Described second positive information and the second reversed information are combined acquisition combined information, according to the combined information Determine the Sentiment orientation of the corpus.

11. a kind of sentiment analysis system, which is characterized in that including：Data processing module, memory module and algorithm analysis module, Wherein：

The data processing module is used for, and obtains corpus；

The memory module is used for, and stores the corpus；

The algorithm analysis module is used for, and generates feature vector according to the corpus, and term vector input is pre-established First length memory network model, the first information of the first length memory network model output and described eigenvector is defeated Enter the second length memory network model pre-established；The second information exported according to the second length memory network model is true The Sentiment orientation of the fixed corpus.

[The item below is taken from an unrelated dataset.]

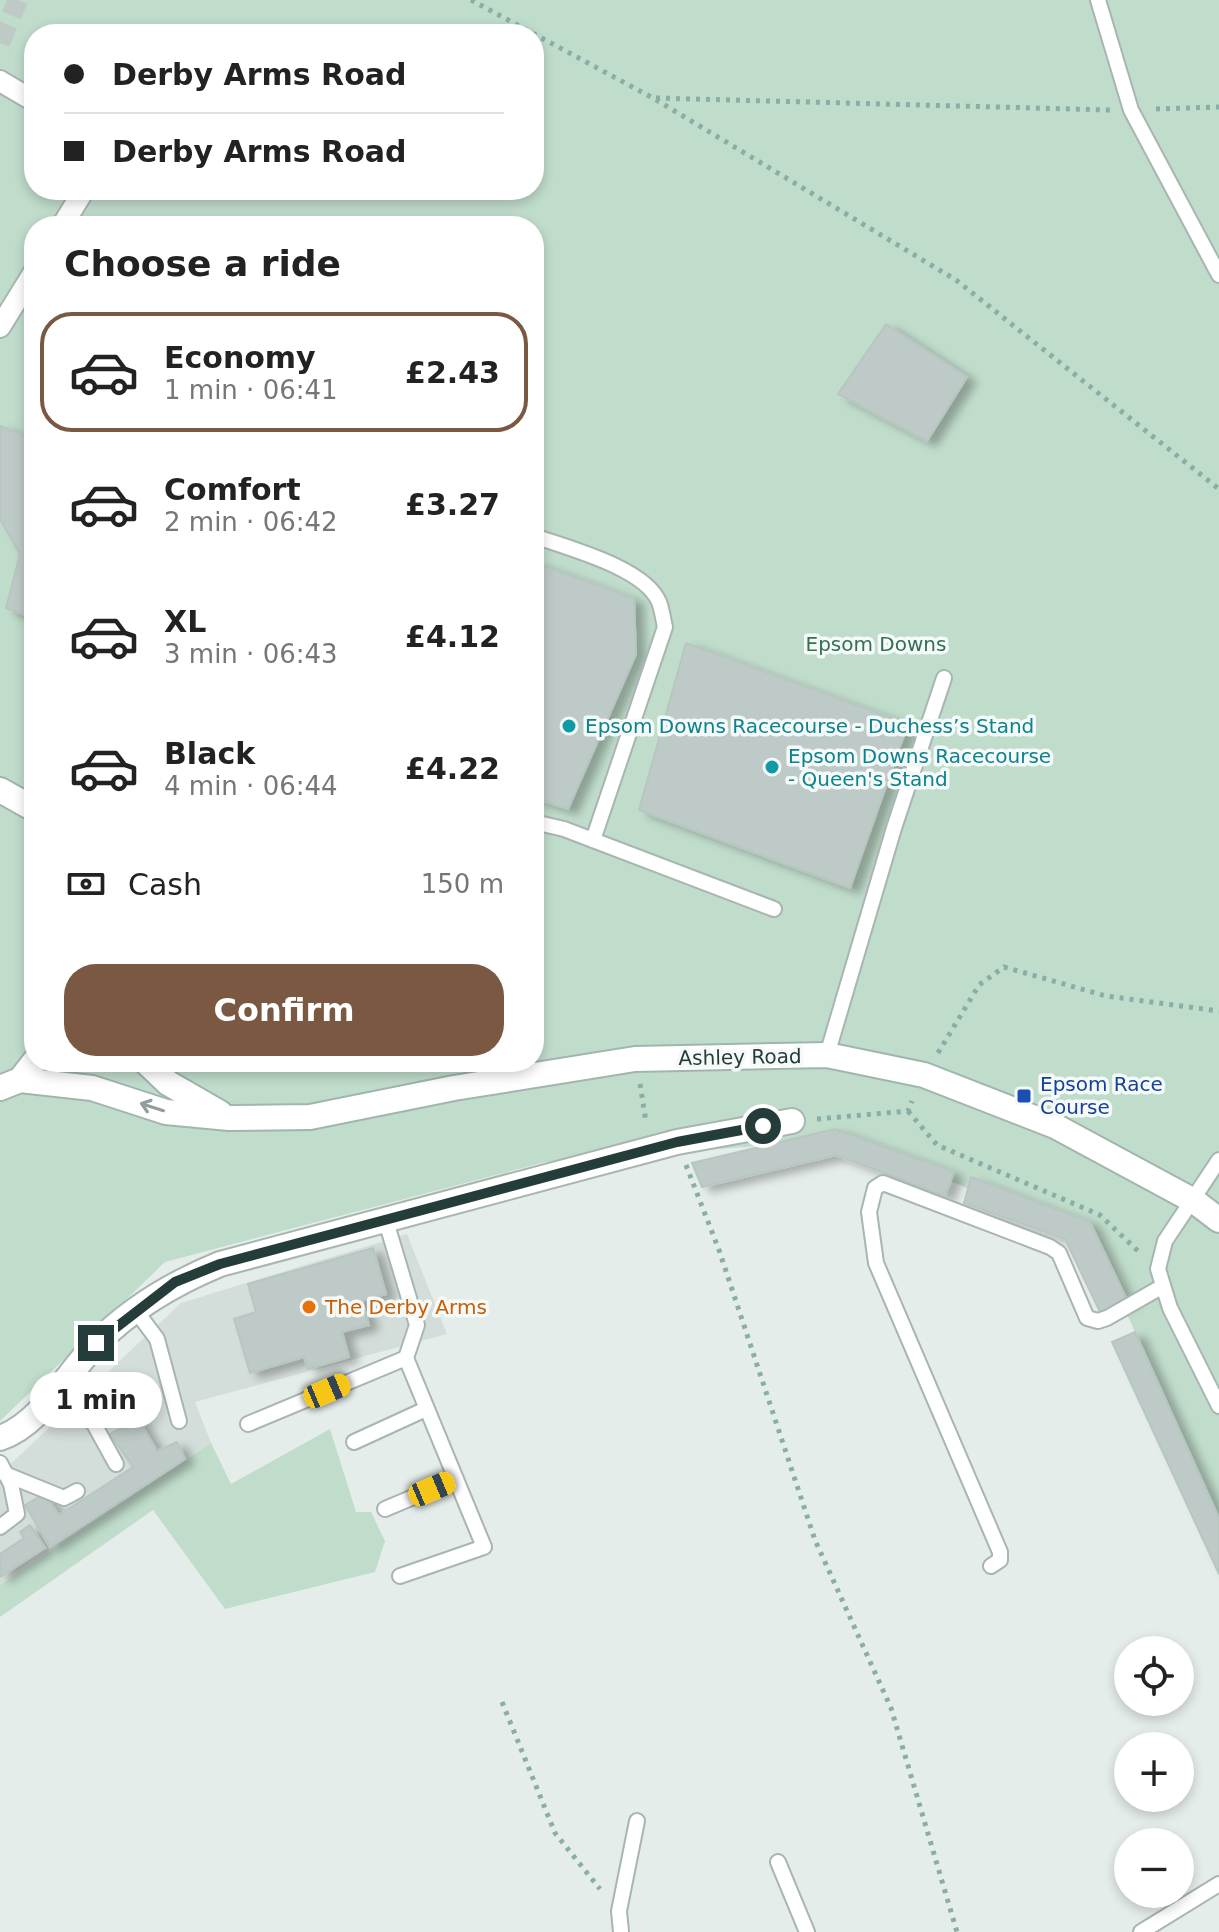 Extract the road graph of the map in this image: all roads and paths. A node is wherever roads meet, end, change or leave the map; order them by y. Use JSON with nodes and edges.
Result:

12. a kind of sentiment analysis equipment, which is characterized in that including memory and processor, the memory is stored with program, institute Program is stated when reading execution by the processor, realizes the sentiment analysis method as described in claims 1 to 10 is any.

13. a kind of computer readable storage medium, which is characterized in that the computer-readable recording medium storage have one or Multiple programs, one or more of programs can be executed by one or more processor, to realize such as claims 1 to 10 Any sentiment analysis method.